__Task objective__
Every line in the data below that has the word "東京環状" should be returned.

(Dataset records)
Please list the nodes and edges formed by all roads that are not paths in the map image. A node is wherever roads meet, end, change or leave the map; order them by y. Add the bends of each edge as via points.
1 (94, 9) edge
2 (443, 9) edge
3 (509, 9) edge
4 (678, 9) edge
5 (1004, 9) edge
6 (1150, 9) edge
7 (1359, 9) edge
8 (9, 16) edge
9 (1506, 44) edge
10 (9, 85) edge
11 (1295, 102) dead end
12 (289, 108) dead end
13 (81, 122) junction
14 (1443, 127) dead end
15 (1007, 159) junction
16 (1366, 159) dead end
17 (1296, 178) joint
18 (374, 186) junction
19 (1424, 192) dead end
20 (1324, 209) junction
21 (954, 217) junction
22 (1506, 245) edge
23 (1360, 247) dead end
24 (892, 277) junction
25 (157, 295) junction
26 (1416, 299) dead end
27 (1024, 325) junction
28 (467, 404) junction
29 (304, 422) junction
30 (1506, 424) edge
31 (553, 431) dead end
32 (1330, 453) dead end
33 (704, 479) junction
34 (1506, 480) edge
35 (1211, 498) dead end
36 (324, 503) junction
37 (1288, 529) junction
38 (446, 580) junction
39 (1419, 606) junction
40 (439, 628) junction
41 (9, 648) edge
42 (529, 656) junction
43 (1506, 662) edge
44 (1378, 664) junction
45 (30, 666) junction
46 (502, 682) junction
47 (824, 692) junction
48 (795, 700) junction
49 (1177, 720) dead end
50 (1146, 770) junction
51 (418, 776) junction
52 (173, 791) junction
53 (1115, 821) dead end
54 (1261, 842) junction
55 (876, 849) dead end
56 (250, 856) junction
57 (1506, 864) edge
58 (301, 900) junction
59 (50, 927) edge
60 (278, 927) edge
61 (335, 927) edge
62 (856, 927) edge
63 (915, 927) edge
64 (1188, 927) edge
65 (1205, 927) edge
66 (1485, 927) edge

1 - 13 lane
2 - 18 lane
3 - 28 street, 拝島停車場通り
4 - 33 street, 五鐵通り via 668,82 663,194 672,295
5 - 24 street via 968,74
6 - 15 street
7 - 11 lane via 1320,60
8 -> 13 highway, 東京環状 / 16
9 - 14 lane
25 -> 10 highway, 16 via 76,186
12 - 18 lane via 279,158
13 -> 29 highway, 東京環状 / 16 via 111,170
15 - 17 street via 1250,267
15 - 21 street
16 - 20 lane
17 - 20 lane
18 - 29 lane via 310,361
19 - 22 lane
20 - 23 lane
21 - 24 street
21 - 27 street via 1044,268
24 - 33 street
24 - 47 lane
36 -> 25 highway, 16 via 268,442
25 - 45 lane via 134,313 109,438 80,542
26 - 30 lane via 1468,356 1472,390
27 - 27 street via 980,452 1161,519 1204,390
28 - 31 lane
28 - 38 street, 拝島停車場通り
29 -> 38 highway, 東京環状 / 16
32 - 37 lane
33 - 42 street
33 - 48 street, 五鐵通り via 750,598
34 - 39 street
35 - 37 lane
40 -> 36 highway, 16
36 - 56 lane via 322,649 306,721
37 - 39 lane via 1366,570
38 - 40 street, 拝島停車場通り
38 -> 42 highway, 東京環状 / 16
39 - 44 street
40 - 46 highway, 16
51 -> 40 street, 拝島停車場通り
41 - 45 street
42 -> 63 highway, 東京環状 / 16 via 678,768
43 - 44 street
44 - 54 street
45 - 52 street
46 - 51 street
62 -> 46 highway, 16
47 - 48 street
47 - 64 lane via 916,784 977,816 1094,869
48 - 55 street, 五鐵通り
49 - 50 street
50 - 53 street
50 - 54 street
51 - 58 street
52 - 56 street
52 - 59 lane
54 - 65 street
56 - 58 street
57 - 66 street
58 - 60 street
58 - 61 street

__Task output__
8 -> 13 highway, 東京環状 / 16
13 -> 29 highway, 東京環状 / 16 via 111,170
29 -> 38 highway, 東京環状 / 16
38 -> 42 highway, 東京環状 / 16
42 -> 63 highway, 東京環状 / 16 via 678,768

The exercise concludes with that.